1st: 2020-03-06: Budapest /// 2nd: 2020-09-22: Vienna - on Zoom /// 3rd: 2021-09-30: Budapest /// 4th: 2022-04-27 Vienna /// 5th: 2023-03-17: Budapest /// 6th: 2023-10-06: Vienna /// 7th: 2024-03-08: Budapest /// 8th: 2024-10-04: Vienna /// 9th: 2025-03-28: Budapest /// 10th: 2025-10-10: Vienna
Venue: Renyi Institute
Outbound trains Wien Hbf --> Budapest Keleti : 07:40 - 10:20 /// 08:40 - 11:20 /// 09:40 - 12:20
Title: On the scaling limit of interfaces in the critical planar Ising model perturbed by a magnetic field
Abstract: In this talk, I will present some recent results on the scaling limit of interfaces in the critical planar Ising model perturbed by a magnetic field. I will first consider the case when the field is a deterministic function. In this case, I will show that in the so-called near-critical regime and when the Ising model has Dobrushin boundary conditions, the interface separating +1 and -1 spins has a scaling limit whose law is conformally covariant and absolutely continuous with respect to SLE3. Its limiting law is a massive version of SLE3 in the sense of Makarov and Smirnov. I will also discuss the scaling limit of this interface when the magnetic perturbation is not near-critical.
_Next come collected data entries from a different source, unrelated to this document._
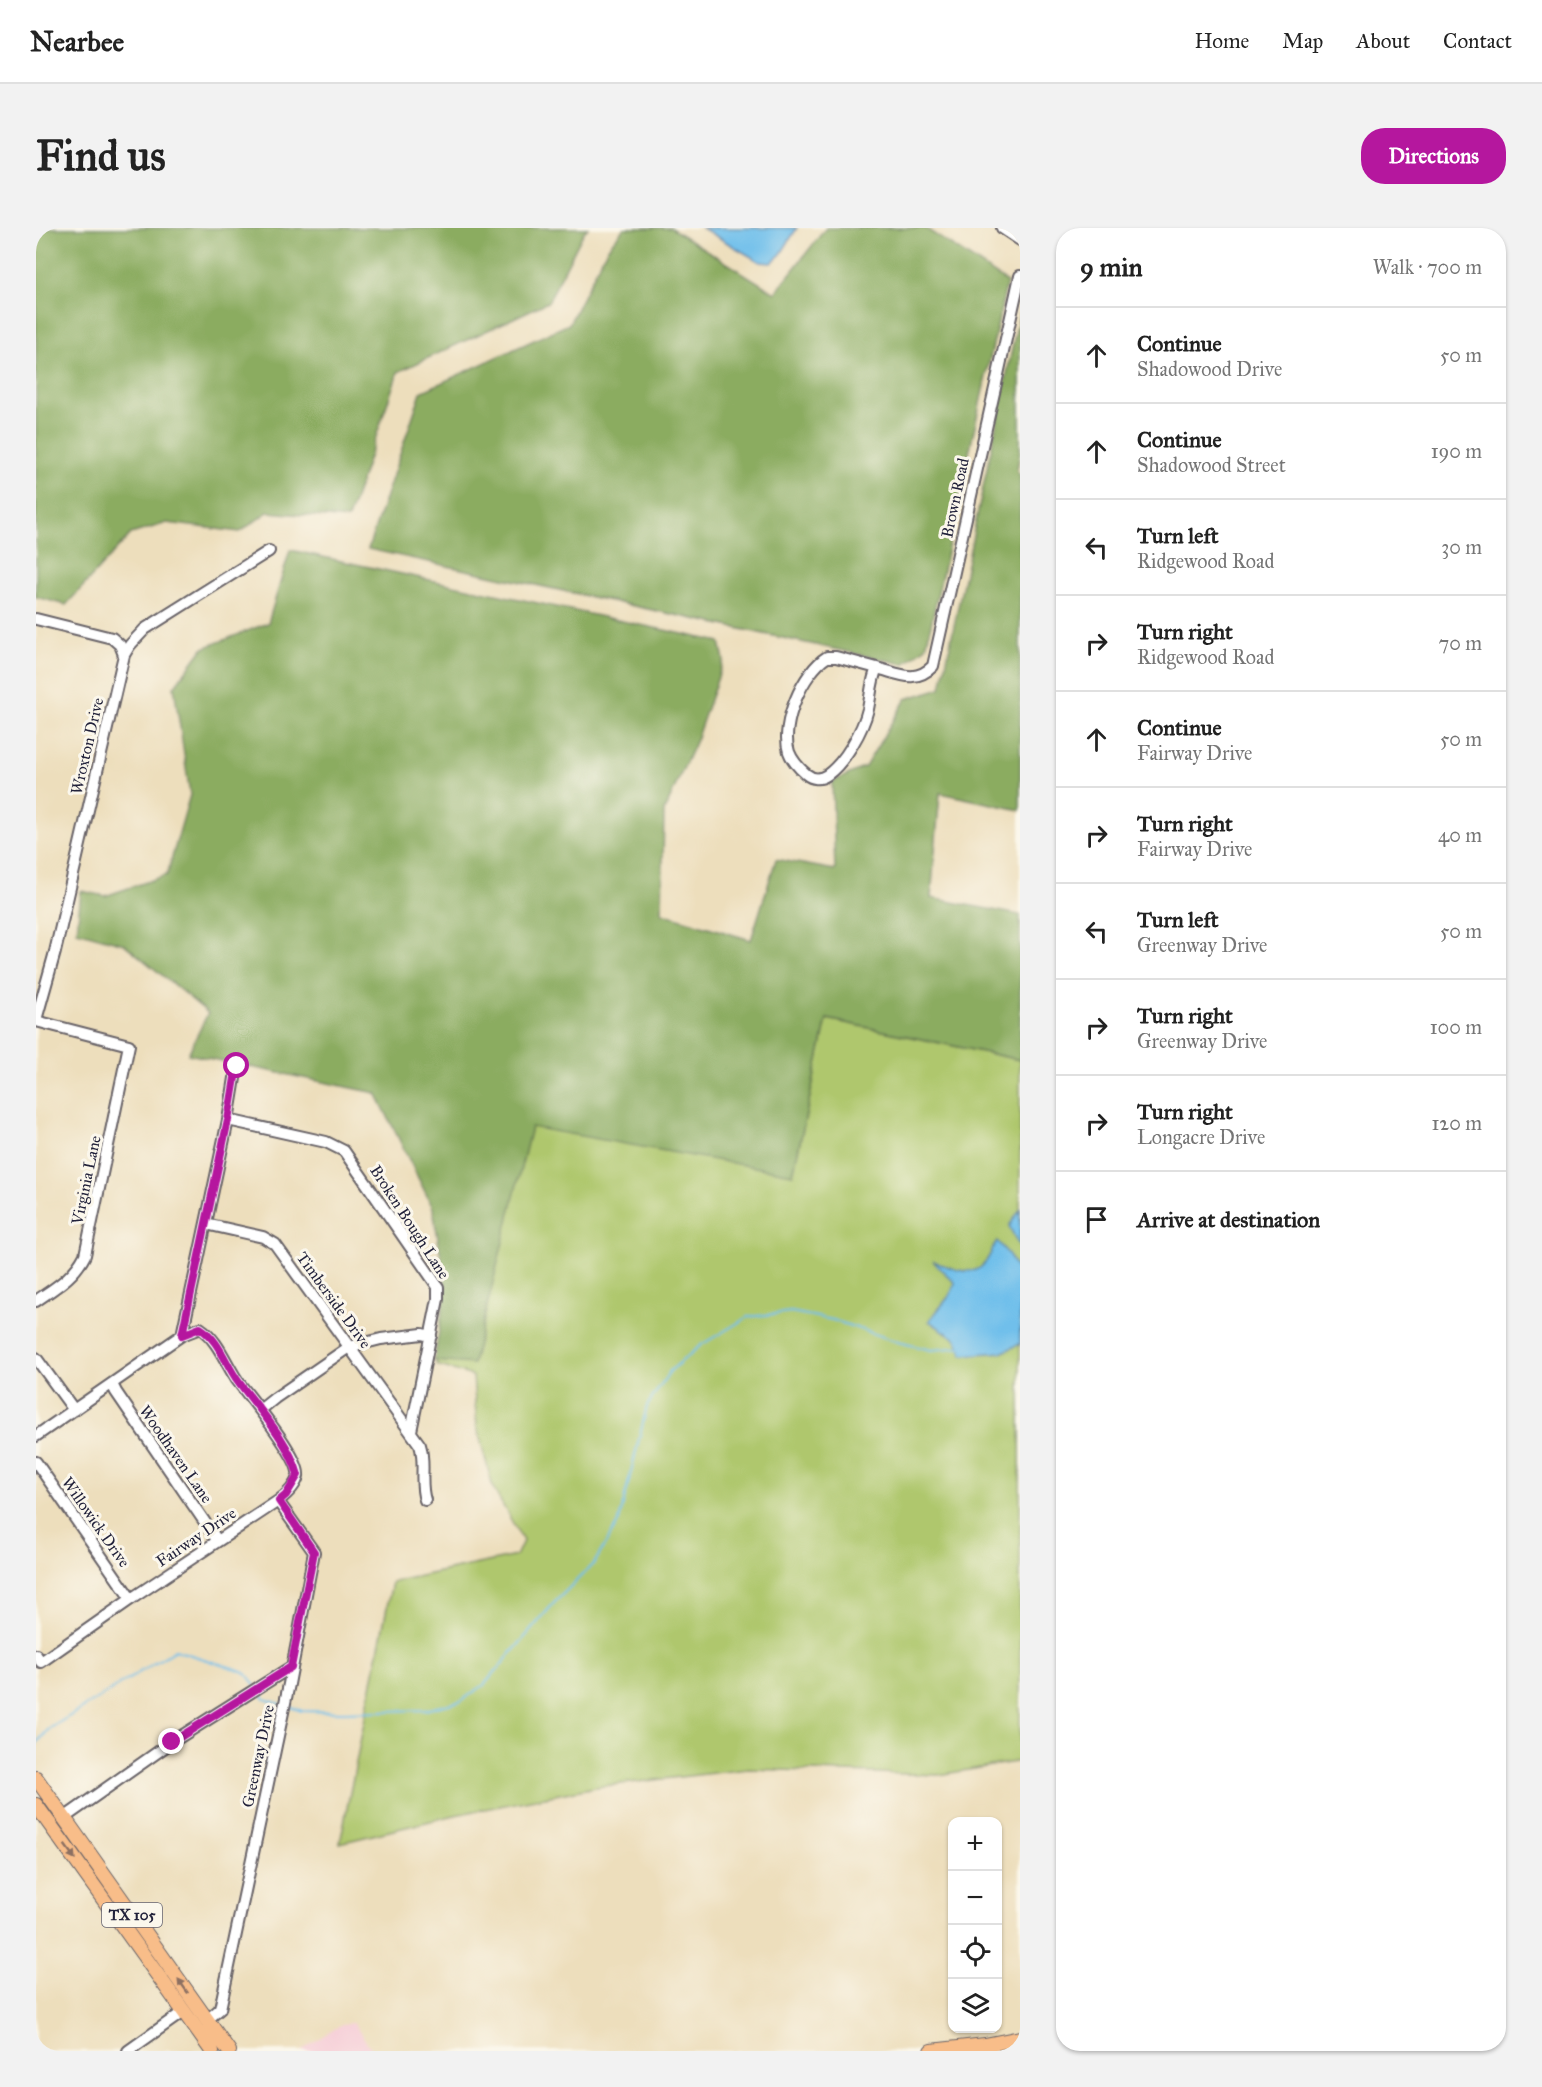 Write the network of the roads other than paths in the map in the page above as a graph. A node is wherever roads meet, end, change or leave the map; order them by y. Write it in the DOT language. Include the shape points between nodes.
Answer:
graph roads {
  1 [pos="1002,228"];
  2 [pos="1020,240"];
  3 [pos="1020,276"];
  4 [pos="269,551"];
  5 [pos="36,619"];
  6 [pos="124,655"];
  7 [pos="877,668"];
  8 [pos="36,1021"];
  9 [pos="237,1066"];
  10 [pos="228,1120"];
  11 [pos="206,1224"];
  12 [pos="36,1301"];
  13 [pos="182,1335"];
  14 [pos="431,1336"];
  15 [pos="349,1347"];
  16 [pos="36,1358"];
  17 [pos="112,1384"];
  18 [pos="74,1410"];
  19 [pos="260,1410"];
  20 [pos="411,1431"];
  21 [pos="36,1436"];
  22 [pos="36,1462"];
  23 [pos="425,1500"];
  24 [pos="279,1501"];
  25 [pos="217,1540"];
  26 [pos="131,1599"];
  27 [pos="39,1659"];
  28 [pos="291,1667"];
  29 [pos="36,1778"];
  30 [pos="36,1795"];
  31 [pos="36,1805"];
  32 [pos="64,1818"];
  33 [pos="183,2012"];
  34 [pos="207,2020"];
  35 [pos="1020,2038"];
  36 [pos="128,2051"];
  37 [pos="212,2051"];
  38 [pos="229,2051"];
  39 [pos="931,2051"];
  1 -- 2 [label="street"];
  3 -- 7 [label="street, Brown Road" via="933,666 924,675 912,677"];
  4 -- 6 [label="street, Wroxton Drive" via="145,629"];
  5 -- 6 [label="street" via="112,638"];
  6 -- 8 [label="street, Wroxton Drive"];
  7 -- 7 [label="street, Brown Road" via="836,657 827,657 813,668 800,691 789,725 789,750 810,777 827,776 859,735"];
  8 -- 12 [label="street, Virginia Lane" via="129,1045 85,1255 70,1277"];
  9 -- 10 [label="street"];
  10 -- 11 [label="street"];
  10 -- 14 [label="street, Broken Bough Lane" via="326,1142 344,1152 438,1287"];
  11 -- 13 [label="street"];
  11 -- 15 [label="street, Timberside Drive" via="263,1237 275,1244"];
  13 -- 17 [label="street"];
  13 -- 19 [label="street" via="200,1328 207,1333"];
  14 -- 15 [label="street" via="391,1338"];
  14 -- 20 [label="street, Broken Bough Lane"];
  15 -- 19 [label="street"];
  15 -- 20 [label="street, Timberside Drive"];
  16 -- 18 [label="street"];
  17 -- 18 [label="street"];
  17 -- 25 [label="street, Woodhaven Lane"];
  18 -- 21 [label="street"];
  19 -- 24 [label="street, Fairway Drive" via="295,1461 298,1475"];
  20 -- 23 [label="street, Timberside Drive" via="423,1455"];
  22 -- 26 [label="street, Willowick Drive"];
  24 -- 25 [label="street, Fairway Drive"];
  24 -- 28 [label="street, Greenway Drive" via="314,1552"];
  25 -- 26 [label="street, Fairway Drive"];
  26 -- 27 [label="street, Fairway Drive"];
  28 -- 32 [label="street" via="172,1742"];
  28 -- 34 [label="street, Greenway Drive" via="220,2009"];
  29 -- 32 [label="main road, TX 105"];
  30 -- 32 [label="main road" via="51,1817"];
  31 -- 33 [label="main road, TX 105, one-way"];
  34 -- 32 [label="main road, TX 105, one-way"];
  33 -- 36 [label="street"];
  33 -- 37 [label="main road, TX 105"];
  34 -- 38 [label="main road, TX 105"];
  35 -- 39 [label="main road"];
}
In the second part of the talk, I will discuss some ongoing work with Fenglin Huang and Aoteng Xia in which we look at the case when the magnetic field is given by a collection of iid centered Gaussian random variables, one for each vertex. In this setting, in the near-critical regime, we show that almost surely in the disorder, the scaling limit of the quenched law of the ±1 interface is absolutely continuous with respect to SLE3. We then show that this contrasts with the scaling limit of the quenched law of the collection of nested spin loops, which turns out to be almost surely singular with respect to nested CLE3. This also contrasts with the deterministic case where it is known that in the near-critical regime, any subsequential limit of the collection of nested spin loops is absolutely continuous with respect to nested CLE3.
Title: Loop soups in 2 + epsilon dimensions
Abstract: We consider a natural percolation model built from the so-called Brownian loop soup. We will give sense to studying its phase transition in dimension d = 2 + epsilon, with epsilon varying in [0,1], and discuss how to perform a rigorous „epsilon-expansion“ in this context. Our approach gives access to a continuous family of universality classes, and elucidates the behaviour of critical exponents etc. near the (lower-)critical dimension, which for this model is d=2. Based on joint works with Wen Zhang.
Title: Activated random walk and self-organized criticality
Abstract: Activated random walk (ARW) is a stochastic particle system and toy model of self-organized criticality (SOC), a phenomenon widely observed in real-world systems that was first described heuristically by physicists Bak, Tang and Wiesenfeld in the late 1980s. Based on computer simulations, ARW is widely believed to exhibit the key features of SOC -- universality, critical power law scaling, and hyperuniformity -- in a robust way. Additionally, among the many proposed toy models of SOC, ARW has proven to be the most tractable due to its abelian property and generous use of independent randomness. Despite these benefits, fully establishing the predictions of SOC for ARW remains an elusive goal, even in dimension one. I will discuss recent results which pave the way toward SOC, and mention a recently conjectured probabilistic property of ARW which suggests a new path forward.
Dinner information will be announced closer to the event date.
Participants who wish to stay overnight in Budapest are kindly asked to make their own arrangements for accommodation.